═════ Source material ═════

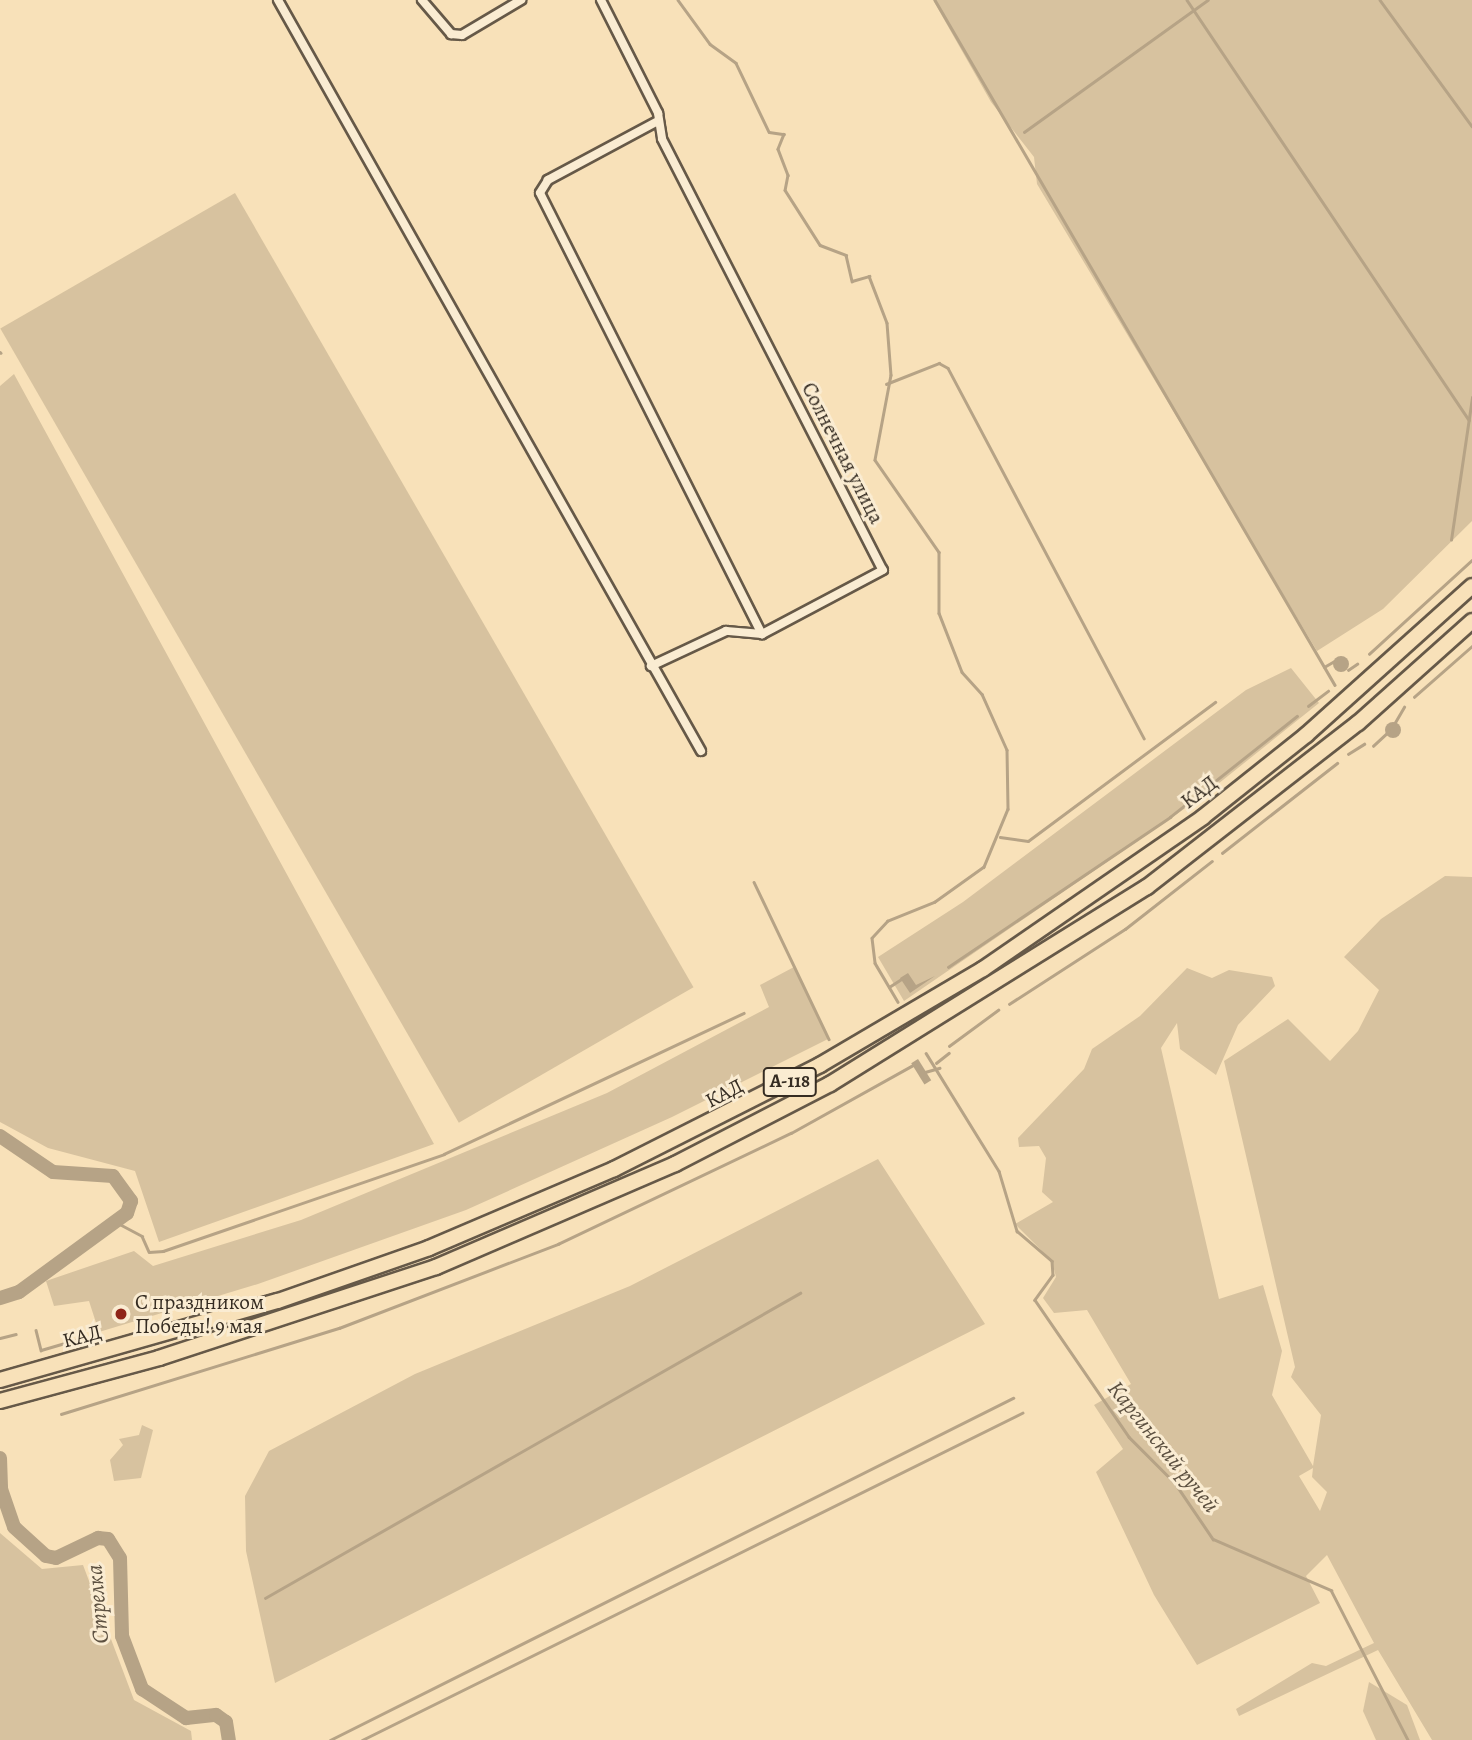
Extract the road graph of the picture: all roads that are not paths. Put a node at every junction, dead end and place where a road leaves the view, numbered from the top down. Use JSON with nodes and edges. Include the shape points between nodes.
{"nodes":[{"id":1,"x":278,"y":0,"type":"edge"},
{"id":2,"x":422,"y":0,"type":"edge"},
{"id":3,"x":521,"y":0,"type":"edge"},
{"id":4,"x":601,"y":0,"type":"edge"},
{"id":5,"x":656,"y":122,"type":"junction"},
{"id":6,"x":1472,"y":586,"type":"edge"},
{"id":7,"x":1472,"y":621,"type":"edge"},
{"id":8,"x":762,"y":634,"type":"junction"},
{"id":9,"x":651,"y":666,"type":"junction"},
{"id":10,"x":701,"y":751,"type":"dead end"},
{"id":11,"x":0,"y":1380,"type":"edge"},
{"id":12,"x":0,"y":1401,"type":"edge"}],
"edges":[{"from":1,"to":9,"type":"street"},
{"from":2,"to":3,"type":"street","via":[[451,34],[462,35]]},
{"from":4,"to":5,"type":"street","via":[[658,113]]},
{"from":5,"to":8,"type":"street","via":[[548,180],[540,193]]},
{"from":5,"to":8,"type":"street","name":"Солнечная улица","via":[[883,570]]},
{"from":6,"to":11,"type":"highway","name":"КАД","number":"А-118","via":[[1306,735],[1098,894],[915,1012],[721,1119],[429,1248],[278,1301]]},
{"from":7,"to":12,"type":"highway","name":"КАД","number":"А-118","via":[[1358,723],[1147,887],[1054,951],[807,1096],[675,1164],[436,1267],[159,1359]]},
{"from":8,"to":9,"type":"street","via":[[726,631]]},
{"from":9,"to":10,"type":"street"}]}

═════

Work request: Your copy should match the records above exactly, apart from the pictures, which stay out.

Answer to this problem:
Extract the road graph of the picture: all roads that are not paths. Put a node at every junction, dead end and place where a road leaves the view, numbered from the top down. Use JSON with nodes and edges. Include the shape points between nodes.
{"nodes":[{"id":1,"x":278,"y":0,"type":"edge"},
{"id":2,"x":422,"y":0,"type":"edge"},
{"id":3,"x":521,"y":0,"type":"edge"},
{"id":4,"x":601,"y":0,"type":"edge"},
{"id":5,"x":656,"y":122,"type":"junction"},
{"id":6,"x":1472,"y":586,"type":"edge"},
{"id":7,"x":1472,"y":621,"type":"edge"},
{"id":8,"x":762,"y":634,"type":"junction"},
{"id":9,"x":651,"y":666,"type":"junction"},
{"id":10,"x":701,"y":751,"type":"dead end"},
{"id":11,"x":0,"y":1380,"type":"edge"},
{"id":12,"x":0,"y":1401,"type":"edge"}],
"edges":[{"from":1,"to":9,"type":"street"},
{"from":2,"to":3,"type":"street","via":[[451,34],[462,35]]},
{"from":4,"to":5,"type":"street","via":[[658,113]]},
{"from":5,"to":8,"type":"street","via":[[548,180],[540,193]]},
{"from":5,"to":8,"type":"street","name":"Солнечная улица","via":[[883,570]]},
{"from":6,"to":11,"type":"highway","name":"КАД","number":"А-118","via":[[1306,735],[1098,894],[915,1012],[721,1119],[429,1248],[278,1301]]},
{"from":7,"to":12,"type":"highway","name":"КАД","number":"А-118","via":[[1358,723],[1147,887],[1054,951],[807,1096],[675,1164],[436,1267],[159,1359]]},
{"from":8,"to":9,"type":"street","via":[[726,631]]},
{"from":9,"to":10,"type":"street"}]}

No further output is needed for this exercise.